Flashback Friday. This post on failure is from October 23, 2006. I really thought about using this during yesterday’s #citrt “biggest fail” contest.
Last week, we had all sorts of “interesting things” happen. Why should this week start out any differently? Monday, 2 AM, got the alert — Perimeter site is down. Not only have we lost our T1 connection, our back-door DSL connection is out too. Wow…that’s a lot of outage and not many things in common. OK, it could be a cable cut, but at 2 in the morning? Well…it could be a major power failure, but we have a backup generator, so that doesn’t seem likely. What could it possibly be?
Now my mind is racing? Fire? Explosion? Fire in the server room? Fire anywhere else in the building that might have set of the sprinklers, which would be almost as bad as a fire. I decided to wait until 6 to go in, but I didn’t sleep much — don’t know why I waited.
6:00 AM, arrive at the church. Well, the building is still there, no fire trucks, and from all outside indications all is fine. Hmmm… Walk in the building, still fine. Into the server room, first glance, all is fine. So why aren’t things working. Then I notice it. Some, but not all, of the servers are off. The firewall is down. The DSL firewall is down. What could do such a thing?
The answer is simple. We had a major power failure combined with a failure of our backup generator. Now, back to the title of this post. The backup generator is tested EVERY week! How could it choose to fail at this very moment? Actually, it didn’t. It failed weeks ago! The company that formerly did the maintenance and testing (formerly, as in up until today) did run the test every week. But…they didn’t ever check the results, so they had no record of it failing every week!
Lesson learned. Actually, this isn’t my problem — our facilities group is responsible for the generator, so it’s only a hassle for the IT department that the generator failed, but what an example for all of us. Testing, without monitoring, or monitoring, without alerting, or alerting, without an action plan, all end up being the same as not having anything in place at all.
As I was lying awake all morning, the number of scenarios for failure going through my head was staggering. How to have a plan to deal with them is also is also of concern. How can this be done? I think it’s through simple things. After the fact, we learned that quite a few people had known of the generator failure weeks ago, but didn’t think to tell anyone. How do we teach people to recognize that something is wrong, and take some action? It’s more than having a good disaster plan. It takes reviewing it with new staff, and even re-reviewing it regulary with staff that have been around.

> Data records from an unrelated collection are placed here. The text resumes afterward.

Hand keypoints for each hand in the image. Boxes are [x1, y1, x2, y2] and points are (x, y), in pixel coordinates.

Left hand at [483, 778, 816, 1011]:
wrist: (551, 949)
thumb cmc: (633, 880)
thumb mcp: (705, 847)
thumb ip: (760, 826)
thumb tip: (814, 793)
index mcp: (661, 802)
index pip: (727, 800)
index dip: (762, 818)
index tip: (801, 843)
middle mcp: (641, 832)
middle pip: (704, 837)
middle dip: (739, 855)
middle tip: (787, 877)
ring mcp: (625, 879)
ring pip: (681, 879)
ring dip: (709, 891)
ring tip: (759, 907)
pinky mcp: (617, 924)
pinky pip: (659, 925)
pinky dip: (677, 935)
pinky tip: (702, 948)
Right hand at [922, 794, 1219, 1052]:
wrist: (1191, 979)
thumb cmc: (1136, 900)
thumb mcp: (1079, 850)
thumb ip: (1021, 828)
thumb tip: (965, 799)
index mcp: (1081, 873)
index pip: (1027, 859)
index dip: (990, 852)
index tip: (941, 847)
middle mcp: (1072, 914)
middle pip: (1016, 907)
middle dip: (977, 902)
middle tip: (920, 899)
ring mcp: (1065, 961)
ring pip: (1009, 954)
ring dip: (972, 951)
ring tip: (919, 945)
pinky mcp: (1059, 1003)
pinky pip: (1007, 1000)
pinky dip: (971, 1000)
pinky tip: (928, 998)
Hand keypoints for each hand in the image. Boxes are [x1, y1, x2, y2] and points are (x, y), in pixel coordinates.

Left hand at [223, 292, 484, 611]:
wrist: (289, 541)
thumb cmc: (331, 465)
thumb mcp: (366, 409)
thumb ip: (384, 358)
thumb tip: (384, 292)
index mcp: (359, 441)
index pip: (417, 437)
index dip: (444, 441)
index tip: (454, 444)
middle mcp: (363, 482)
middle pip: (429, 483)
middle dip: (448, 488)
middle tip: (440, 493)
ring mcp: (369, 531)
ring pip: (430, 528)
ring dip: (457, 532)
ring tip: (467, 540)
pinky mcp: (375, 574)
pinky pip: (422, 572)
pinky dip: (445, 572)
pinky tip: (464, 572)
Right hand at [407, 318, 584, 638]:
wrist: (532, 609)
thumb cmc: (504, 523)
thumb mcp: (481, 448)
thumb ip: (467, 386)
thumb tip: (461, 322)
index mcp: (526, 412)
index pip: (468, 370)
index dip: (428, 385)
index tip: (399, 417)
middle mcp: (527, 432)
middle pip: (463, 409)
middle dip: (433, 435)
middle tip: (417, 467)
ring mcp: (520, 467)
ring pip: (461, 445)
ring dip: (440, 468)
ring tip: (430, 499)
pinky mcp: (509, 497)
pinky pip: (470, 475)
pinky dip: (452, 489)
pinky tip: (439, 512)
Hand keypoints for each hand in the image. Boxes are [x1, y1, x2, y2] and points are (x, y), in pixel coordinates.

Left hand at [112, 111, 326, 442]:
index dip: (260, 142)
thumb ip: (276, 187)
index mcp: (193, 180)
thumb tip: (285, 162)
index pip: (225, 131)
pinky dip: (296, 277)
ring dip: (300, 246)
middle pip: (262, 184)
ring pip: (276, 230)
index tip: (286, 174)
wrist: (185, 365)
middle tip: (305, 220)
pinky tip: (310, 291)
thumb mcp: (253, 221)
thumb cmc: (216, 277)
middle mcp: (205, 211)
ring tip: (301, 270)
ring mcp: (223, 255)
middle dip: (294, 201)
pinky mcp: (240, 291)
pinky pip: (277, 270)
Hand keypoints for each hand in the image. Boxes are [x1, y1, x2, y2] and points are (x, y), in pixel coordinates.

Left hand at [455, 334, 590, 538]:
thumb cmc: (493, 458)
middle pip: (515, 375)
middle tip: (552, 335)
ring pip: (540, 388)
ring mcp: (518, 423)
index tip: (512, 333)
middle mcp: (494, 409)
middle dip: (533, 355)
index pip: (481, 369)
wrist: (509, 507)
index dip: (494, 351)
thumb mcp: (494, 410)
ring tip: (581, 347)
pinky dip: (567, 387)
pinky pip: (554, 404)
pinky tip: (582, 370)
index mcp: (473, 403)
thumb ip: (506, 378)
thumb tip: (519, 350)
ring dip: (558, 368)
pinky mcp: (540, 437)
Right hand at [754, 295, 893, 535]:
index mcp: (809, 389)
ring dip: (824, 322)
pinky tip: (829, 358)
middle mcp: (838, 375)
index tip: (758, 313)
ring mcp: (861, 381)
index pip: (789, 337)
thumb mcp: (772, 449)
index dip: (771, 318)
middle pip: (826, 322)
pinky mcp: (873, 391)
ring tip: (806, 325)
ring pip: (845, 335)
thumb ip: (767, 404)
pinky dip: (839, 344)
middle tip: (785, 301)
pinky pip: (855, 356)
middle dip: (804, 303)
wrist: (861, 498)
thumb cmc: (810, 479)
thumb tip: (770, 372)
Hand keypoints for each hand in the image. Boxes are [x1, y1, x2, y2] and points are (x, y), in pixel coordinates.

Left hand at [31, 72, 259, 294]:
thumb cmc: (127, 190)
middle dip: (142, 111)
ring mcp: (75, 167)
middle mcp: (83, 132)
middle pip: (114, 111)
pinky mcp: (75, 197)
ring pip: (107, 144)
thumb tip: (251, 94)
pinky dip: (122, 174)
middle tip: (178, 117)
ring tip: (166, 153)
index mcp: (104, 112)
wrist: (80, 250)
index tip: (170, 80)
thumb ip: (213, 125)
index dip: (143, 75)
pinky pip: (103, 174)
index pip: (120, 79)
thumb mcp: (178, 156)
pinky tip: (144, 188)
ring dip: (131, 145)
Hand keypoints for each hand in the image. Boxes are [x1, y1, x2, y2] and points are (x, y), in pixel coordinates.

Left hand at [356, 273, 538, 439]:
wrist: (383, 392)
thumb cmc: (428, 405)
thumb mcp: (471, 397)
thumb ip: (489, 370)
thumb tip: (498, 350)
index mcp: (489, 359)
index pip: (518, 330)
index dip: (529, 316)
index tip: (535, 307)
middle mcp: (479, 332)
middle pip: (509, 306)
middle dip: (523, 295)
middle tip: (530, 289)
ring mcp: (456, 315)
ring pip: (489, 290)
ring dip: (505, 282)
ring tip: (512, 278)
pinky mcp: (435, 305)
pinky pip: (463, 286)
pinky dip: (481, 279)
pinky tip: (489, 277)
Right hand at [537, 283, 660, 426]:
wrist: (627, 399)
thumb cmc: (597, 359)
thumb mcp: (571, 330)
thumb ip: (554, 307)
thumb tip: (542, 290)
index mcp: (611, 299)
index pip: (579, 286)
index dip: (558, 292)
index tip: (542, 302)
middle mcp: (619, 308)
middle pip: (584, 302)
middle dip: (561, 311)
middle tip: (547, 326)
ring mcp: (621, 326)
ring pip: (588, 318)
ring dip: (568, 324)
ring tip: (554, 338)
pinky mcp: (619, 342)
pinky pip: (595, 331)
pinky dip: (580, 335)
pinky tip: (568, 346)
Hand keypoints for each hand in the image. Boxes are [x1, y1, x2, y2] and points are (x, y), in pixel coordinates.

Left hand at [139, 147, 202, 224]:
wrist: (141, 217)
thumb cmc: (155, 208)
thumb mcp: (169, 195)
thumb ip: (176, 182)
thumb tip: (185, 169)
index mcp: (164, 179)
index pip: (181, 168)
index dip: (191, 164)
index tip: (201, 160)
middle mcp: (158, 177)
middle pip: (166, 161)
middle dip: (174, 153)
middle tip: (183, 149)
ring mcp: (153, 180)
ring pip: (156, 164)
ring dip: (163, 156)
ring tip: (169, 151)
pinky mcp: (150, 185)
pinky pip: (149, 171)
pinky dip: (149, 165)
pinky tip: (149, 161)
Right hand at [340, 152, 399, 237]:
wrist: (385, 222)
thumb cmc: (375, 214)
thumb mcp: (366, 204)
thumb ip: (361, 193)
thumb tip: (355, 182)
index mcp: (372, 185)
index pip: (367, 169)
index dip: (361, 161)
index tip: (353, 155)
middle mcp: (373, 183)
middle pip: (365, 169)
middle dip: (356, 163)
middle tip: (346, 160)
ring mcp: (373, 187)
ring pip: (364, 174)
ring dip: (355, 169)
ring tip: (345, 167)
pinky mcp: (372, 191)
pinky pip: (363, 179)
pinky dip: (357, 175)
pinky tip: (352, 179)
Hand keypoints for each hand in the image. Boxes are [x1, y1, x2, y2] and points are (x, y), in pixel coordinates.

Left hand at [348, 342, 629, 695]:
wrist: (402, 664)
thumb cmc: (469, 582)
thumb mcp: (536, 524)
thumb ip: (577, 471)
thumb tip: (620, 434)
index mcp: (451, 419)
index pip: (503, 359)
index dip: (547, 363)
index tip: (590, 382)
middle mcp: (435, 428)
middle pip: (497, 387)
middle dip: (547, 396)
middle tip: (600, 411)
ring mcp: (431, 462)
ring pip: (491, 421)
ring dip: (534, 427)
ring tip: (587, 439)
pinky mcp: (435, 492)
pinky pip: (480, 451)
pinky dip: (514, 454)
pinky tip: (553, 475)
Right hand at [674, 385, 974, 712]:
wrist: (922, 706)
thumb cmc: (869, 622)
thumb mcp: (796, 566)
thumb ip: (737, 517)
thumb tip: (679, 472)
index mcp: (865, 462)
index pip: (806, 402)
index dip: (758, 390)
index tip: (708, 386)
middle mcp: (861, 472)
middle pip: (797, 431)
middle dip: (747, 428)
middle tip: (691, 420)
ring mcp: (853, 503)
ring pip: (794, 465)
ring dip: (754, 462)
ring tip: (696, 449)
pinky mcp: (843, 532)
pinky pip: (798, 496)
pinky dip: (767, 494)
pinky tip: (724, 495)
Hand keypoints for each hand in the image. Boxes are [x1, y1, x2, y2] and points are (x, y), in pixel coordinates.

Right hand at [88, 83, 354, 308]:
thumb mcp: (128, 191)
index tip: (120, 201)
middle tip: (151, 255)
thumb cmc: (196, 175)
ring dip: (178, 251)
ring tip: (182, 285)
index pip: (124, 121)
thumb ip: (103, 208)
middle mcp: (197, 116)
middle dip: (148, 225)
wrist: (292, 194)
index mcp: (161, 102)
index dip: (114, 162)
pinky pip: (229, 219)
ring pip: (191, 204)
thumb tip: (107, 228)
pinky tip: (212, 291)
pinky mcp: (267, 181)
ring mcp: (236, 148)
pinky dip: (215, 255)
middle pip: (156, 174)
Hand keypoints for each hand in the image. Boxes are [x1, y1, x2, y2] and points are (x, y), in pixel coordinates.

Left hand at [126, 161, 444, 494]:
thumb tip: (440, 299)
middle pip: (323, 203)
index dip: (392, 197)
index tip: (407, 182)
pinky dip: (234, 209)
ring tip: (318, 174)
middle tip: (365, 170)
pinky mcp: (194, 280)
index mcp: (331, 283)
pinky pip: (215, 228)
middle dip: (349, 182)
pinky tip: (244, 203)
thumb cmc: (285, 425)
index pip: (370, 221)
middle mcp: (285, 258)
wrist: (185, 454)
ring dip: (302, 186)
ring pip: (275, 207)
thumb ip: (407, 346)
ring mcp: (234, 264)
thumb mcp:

I now remember last time we had a problem like this. About 7 years ago. We messed up that time, too. sigh
Update: We found the problem. The battery that cranks the generator wasn’t charged, or had gone bad, or otherwise failed. Grabbed another battery and we were fine again. Of course, this was discovered a bit after power failed the SECOND time, just moments after we’d successfully powered everything back up. We got to test our procedures twice in 12 hours. I didn’t like this test. But I learned from it!